Wherever "Mergelweg" appears in a line of the listing, report that line.

INFORMATION:

===============

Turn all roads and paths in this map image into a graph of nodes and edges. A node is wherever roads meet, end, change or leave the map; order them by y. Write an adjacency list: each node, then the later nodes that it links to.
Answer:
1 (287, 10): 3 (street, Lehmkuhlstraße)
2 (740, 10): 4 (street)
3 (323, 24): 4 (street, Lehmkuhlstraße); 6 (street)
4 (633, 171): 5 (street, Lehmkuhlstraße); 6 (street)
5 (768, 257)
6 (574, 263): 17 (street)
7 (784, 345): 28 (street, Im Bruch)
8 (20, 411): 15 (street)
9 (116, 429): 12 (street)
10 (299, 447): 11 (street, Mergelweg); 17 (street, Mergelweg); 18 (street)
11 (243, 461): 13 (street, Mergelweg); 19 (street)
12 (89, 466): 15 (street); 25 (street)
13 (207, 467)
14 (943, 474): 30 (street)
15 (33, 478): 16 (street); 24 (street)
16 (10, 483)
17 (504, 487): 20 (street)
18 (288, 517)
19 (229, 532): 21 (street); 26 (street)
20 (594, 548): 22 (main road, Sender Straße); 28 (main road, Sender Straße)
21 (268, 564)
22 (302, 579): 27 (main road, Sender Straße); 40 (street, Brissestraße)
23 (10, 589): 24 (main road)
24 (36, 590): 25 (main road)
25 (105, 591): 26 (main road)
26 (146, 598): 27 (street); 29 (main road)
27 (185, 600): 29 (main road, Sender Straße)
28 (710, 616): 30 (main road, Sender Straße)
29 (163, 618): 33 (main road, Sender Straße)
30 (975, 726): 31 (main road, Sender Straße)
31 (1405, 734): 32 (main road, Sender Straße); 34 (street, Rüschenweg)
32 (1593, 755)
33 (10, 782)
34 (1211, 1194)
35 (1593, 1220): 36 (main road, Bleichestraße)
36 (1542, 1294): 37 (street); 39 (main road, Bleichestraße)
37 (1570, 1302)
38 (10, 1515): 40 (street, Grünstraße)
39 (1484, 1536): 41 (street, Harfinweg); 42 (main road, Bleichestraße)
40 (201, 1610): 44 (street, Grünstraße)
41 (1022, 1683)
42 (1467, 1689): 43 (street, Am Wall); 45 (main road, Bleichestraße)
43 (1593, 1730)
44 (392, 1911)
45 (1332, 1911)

===============

RESULT:
10 (299, 447): 11 (street, Mergelweg); 17 (street, Mergelweg); 18 (street)
11 (243, 461): 13 (street, Mergelweg); 19 (street)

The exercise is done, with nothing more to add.